The lease between Do and Patterson contains the following provisions:
The Lessor shall not be liable to Lessee, or to the Lessee's employees, patrons and visitors, or to any other person for any damage to person or property caused by any act, omission or neglect of Lessee or any other tenant of said premises, and Lessee agrees to pay/hold Lessor harmless from all claims for any such damage, whether the injury occurs on or off the premises.
* * * *
Lessee shall be responsible for the upkeep of the yard and assumes responsibility for the condition of the premises.
Do's affidavit states that she had no knowledge of any defect on the property and that she had not been notified of any defect on the property. Patterson's affidavit supported Do's statements, denying that there were any holes or defects on the premises and specifically stating that Patterson had not notified Do of any holes or other defects.
In opposition to the motion, Thomas offered his own affidavit, the affidavit of Andre Sterling, who witnessed Thomas fall, the lease agreement, Do's answers to interrogatories, photographs of the area in which he fell, as well as Do's deposition testimony. Thomas contended this evidence showed a genuine issue of material fact as to whether he was injured in an area of the property that was common ground and not covered by the lease. He further contended that he showed a genuine issue of material fact as to whether Do knew her tenant was planting flowers, which created loose soil, on property located in a flood zone.
The trial court concluded that Patterson assumed responsibility for the leased premises pursuant to the terms of the lease and that Do had no knowledge of any defect on the property. Finding no genuine issue of material fact reflected in the evidence offered by Thomas, the trial court granted the motion in the defendants' favor.

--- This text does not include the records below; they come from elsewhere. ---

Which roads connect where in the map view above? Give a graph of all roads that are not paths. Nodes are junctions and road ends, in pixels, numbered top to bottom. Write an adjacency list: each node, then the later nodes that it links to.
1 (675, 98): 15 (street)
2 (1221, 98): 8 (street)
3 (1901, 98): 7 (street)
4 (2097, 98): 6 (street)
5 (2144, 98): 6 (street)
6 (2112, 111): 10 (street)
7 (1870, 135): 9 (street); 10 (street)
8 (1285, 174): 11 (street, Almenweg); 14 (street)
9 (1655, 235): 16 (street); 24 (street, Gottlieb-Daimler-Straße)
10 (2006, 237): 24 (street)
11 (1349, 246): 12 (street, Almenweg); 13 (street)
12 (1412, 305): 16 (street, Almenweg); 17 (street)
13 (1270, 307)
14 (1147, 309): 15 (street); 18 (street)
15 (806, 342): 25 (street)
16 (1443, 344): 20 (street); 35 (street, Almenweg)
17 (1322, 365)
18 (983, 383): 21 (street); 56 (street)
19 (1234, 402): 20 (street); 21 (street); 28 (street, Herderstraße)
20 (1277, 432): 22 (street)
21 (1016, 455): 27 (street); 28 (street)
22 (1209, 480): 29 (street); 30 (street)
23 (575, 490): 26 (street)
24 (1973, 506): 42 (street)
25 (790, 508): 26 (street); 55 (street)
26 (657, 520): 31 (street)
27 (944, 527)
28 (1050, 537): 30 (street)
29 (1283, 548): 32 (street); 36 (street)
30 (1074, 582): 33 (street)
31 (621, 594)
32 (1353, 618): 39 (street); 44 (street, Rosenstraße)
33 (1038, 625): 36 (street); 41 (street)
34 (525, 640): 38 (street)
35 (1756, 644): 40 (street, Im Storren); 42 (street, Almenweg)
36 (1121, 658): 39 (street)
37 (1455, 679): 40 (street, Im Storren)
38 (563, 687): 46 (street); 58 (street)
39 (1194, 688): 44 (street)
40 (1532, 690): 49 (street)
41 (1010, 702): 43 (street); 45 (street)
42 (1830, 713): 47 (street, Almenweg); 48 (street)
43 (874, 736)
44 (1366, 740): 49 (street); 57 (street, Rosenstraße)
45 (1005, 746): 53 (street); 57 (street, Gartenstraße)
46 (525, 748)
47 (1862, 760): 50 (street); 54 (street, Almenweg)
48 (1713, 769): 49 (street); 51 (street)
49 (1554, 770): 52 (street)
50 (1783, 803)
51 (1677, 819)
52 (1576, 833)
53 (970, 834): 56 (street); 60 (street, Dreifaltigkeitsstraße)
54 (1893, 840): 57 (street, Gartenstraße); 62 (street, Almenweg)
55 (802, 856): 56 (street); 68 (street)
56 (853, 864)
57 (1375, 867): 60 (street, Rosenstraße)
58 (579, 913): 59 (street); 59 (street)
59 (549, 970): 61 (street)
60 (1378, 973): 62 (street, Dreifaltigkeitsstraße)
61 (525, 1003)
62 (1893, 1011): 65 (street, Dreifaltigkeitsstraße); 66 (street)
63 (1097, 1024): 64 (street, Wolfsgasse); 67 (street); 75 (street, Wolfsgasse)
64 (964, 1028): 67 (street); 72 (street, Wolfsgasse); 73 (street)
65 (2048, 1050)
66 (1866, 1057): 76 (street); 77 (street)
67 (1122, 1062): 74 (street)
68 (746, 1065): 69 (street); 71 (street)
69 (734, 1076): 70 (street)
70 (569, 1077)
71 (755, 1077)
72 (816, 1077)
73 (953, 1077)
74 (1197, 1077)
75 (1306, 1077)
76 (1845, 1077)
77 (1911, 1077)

On appeal, Thomas does not dispute that the provisions of the lease transferred responsibility of the leased premises from Do to Patterson. Rather, Thomas argues that there are genuine issues of material fact as to whether the lease provisions were in effect at the time he was injured and whether Do knew or should have known of the defect since she knew that Patterson was planting flowers in a flood zone.
After thorough review, we find no merit in Thomas's contentions. First, both Do and Patterson attested that the lease provisions, including those that transferred responsibility for the premises to Patterson, were in effect at the time of Thomas's accident. Second, both Do and Patterson testified that Do had no notice of any defect on the premises. Thomas presented no evidence to the contrary relative to either issue. Thomas aiso provided no support for his assertion that Do should be imputed with knowledge of a defect because she allowed her tenant to plant flowers in an alleged flood zone. No evidence of a flood was presented. We find the fact that the property was allegedly in a flood zone to be immaterial and irrelevant.
Lastly, Thomas argues that the area of the flowerbed is "common area" and outside the area covered by the lease and that the question of whether the flowerbed area is "common area" is, at least, a contested material fact. We find no support in the record for that contention.
The exception provided by Section 3221 does not extend to common areas on leased premises which remain under the lessor's control. See Shubert v. Tonti Development Corp., 09-348 (La. App. 5 Cir. 12/29/09), 30 So. 3d 977, 986, writ denied, 10-0241 (La. 4/9/10), 31 So. 3d 393; Dorion v. Eleven Eleven Bldg., 98-3018 (La. App. 4 Cir. 5/12/99), 737 So. 2d 878, 880. In Ostrander v. Parkland Villa Apartments, 511 So. 2d 1293, 1294-95 (La. App. 2 Cir. 1987), the court explained:
[Section] 3221 does not apply to damages incurred by the lessee resulting from a defect in the property which is not part of the leased premises, and over which the lessee has no supervision or control.... When a common accessory is under the control of the lessor, the tenant can maintain an action for damages flowing from an injury caused by a defect in the accessory, notwithstanding his contractual assumption under [Section] 3221.The reasoning for this "is that no single, individual tenant normally assumes exclusive responsibility for the care and maintenance of common areas." Shubert, 30 So. 3d at 986.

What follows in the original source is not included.